# [About this task]
Where a line of the data holds the word "lane", copy that line.

# [Records excerpted from a collection]
————————

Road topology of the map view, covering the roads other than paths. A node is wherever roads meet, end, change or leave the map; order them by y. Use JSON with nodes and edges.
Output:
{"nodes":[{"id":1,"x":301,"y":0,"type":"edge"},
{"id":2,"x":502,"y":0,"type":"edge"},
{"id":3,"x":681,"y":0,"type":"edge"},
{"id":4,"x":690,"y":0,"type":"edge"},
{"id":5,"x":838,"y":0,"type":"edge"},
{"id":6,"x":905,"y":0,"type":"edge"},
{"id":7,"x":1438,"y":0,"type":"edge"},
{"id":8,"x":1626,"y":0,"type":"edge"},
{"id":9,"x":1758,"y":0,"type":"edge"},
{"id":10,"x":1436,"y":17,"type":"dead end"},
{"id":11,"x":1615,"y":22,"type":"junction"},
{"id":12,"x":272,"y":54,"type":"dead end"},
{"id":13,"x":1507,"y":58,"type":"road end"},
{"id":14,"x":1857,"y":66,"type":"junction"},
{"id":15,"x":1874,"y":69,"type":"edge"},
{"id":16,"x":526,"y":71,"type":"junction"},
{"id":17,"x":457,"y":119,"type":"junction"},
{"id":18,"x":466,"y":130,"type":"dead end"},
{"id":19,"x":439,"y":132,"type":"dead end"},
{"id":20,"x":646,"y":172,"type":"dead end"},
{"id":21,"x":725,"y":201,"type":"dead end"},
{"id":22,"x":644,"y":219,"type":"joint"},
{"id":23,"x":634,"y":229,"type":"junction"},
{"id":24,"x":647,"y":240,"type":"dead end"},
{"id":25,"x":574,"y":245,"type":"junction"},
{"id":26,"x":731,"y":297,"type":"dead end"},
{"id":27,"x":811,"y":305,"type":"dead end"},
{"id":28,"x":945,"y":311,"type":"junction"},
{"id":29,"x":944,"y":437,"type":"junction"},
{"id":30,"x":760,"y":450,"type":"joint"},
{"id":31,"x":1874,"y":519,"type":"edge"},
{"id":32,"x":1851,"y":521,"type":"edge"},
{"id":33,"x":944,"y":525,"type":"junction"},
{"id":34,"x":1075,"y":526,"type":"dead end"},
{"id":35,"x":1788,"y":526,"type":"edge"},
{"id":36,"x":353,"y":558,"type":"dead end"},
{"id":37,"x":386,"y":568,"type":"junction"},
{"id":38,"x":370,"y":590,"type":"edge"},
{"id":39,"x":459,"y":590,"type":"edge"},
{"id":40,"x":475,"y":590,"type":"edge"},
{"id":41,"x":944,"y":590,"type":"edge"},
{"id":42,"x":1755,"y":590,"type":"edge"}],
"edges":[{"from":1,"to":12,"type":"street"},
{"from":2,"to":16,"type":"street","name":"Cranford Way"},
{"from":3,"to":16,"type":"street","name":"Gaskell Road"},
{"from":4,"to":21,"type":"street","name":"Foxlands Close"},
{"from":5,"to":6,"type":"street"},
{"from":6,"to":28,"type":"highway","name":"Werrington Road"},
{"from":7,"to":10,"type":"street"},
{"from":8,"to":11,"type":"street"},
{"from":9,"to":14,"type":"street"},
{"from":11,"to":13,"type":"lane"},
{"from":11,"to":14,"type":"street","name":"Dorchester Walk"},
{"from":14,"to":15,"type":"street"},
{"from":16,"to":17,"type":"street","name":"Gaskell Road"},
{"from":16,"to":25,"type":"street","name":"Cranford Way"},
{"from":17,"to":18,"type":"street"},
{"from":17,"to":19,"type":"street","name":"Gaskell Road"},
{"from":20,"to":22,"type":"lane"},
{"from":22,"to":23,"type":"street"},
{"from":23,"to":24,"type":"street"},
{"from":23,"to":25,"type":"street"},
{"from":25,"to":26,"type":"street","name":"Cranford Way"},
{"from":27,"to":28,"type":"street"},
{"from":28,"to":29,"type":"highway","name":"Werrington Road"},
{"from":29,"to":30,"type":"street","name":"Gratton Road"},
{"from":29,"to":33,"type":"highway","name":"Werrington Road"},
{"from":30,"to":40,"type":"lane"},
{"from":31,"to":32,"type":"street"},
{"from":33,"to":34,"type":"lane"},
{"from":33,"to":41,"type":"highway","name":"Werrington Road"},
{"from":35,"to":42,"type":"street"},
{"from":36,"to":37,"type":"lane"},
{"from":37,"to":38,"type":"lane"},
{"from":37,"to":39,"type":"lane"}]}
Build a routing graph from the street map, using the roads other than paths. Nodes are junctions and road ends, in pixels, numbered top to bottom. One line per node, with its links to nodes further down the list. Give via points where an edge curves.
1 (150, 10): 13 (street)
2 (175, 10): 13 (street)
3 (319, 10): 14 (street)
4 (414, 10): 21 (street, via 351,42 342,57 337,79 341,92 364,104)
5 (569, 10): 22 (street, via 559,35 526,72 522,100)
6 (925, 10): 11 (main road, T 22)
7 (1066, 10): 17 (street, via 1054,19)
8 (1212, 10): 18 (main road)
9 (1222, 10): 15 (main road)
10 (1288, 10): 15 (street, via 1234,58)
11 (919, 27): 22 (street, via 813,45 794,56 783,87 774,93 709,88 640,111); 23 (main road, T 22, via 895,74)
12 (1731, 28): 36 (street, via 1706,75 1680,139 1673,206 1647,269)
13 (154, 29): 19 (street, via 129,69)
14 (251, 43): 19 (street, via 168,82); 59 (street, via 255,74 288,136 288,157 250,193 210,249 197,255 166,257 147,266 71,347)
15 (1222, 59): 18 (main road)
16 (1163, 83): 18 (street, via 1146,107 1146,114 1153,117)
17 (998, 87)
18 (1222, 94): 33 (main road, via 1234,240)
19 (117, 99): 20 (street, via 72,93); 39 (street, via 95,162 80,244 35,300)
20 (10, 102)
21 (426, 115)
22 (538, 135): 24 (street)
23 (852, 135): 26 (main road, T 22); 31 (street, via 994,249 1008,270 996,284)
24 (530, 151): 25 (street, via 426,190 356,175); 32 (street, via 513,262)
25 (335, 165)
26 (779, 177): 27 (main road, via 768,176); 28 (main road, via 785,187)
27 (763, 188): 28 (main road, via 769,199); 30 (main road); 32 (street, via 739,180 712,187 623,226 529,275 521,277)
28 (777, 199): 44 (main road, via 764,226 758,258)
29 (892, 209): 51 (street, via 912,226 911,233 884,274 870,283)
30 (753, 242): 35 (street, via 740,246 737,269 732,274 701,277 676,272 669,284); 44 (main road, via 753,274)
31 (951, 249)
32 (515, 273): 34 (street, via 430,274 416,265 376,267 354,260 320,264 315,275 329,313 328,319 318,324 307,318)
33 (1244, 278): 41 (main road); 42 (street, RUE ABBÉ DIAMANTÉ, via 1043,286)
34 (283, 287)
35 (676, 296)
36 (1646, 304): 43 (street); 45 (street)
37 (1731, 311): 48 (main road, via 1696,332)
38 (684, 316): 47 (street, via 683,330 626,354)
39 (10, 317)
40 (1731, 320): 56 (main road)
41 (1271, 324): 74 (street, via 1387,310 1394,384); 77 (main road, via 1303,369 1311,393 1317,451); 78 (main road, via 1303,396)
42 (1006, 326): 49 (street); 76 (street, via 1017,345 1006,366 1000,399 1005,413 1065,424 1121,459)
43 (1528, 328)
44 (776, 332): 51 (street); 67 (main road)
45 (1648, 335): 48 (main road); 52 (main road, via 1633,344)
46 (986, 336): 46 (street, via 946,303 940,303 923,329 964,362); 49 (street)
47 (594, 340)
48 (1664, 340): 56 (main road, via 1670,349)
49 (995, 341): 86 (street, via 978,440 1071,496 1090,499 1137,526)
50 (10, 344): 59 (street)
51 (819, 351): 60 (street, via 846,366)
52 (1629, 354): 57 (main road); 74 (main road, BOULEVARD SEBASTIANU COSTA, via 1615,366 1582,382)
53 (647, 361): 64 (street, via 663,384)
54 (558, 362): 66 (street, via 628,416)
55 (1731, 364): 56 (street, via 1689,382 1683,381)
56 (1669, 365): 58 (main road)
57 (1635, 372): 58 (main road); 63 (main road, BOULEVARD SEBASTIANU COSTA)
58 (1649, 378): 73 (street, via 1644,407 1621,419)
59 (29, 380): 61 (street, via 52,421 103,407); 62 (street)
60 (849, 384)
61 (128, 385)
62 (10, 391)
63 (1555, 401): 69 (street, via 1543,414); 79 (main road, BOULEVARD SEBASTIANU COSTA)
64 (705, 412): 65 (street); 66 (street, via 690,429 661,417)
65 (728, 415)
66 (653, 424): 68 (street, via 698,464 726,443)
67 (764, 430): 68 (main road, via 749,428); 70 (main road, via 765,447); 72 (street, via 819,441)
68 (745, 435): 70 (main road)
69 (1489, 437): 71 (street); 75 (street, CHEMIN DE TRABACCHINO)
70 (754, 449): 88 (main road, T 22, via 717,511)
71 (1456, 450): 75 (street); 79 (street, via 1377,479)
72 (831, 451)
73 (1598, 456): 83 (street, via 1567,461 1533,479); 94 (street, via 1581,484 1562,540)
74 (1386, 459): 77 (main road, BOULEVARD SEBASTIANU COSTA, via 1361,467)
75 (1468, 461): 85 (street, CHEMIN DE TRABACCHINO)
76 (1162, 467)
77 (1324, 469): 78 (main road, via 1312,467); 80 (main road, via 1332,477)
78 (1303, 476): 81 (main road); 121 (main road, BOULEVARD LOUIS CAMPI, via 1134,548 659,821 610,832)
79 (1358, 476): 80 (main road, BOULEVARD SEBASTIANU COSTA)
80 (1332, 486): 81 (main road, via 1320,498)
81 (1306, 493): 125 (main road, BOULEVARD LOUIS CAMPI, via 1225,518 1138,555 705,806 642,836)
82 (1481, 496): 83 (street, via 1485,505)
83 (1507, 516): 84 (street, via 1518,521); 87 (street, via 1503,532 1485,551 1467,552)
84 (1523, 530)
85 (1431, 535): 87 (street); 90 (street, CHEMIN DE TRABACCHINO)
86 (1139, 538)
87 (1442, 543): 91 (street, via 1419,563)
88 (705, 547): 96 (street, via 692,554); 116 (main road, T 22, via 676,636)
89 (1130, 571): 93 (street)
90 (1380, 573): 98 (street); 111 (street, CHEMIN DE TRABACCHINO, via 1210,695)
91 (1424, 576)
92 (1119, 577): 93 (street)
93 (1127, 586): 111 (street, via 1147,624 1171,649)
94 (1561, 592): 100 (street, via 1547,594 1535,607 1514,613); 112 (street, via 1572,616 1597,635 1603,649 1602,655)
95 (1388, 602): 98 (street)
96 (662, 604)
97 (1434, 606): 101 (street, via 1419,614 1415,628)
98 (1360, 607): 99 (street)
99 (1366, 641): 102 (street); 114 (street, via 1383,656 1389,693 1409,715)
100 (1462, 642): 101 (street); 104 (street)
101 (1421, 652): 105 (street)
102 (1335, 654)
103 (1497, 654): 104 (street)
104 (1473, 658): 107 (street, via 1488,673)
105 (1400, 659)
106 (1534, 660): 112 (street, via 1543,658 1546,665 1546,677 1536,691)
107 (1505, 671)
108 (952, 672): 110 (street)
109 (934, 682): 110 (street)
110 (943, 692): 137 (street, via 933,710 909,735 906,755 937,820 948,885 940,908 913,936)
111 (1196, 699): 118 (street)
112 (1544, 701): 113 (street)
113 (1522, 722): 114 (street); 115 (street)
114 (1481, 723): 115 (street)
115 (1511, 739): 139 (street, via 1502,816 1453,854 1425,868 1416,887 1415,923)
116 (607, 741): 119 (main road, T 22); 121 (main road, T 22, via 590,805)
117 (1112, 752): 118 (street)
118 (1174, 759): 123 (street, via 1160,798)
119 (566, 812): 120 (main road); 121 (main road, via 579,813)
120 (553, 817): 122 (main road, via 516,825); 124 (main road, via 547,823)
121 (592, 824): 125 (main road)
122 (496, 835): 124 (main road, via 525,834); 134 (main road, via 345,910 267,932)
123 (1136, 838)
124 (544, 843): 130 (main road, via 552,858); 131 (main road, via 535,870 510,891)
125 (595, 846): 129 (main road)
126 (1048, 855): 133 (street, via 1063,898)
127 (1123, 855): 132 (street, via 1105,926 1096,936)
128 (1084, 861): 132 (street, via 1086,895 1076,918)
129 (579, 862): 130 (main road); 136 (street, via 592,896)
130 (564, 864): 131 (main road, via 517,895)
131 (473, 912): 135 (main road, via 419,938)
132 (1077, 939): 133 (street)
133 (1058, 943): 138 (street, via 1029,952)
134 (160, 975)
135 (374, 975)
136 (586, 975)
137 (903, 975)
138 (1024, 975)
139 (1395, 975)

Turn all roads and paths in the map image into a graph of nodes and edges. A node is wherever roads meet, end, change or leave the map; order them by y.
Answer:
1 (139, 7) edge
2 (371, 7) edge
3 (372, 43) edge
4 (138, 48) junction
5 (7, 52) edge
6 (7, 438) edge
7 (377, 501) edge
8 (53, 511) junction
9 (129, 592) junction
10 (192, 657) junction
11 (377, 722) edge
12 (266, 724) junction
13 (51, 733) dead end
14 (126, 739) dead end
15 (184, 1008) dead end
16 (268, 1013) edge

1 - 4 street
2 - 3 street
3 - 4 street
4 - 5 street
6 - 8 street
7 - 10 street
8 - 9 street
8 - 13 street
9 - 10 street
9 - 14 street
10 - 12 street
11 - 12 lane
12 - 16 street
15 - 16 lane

————————

# [The answer]
{"from":11,"to":13,"type":"lane"},
{"from":20,"to":22,"type":"lane"},
{"from":30,"to":40,"type":"lane"},
{"from":33,"to":34,"type":"lane"},
{"from":36,"to":37,"type":"lane"},
{"from":37,"to":38,"type":"lane"},
{"from":37,"to":39,"type":"lane"}]}
11 - 12 lane
15 - 16 lane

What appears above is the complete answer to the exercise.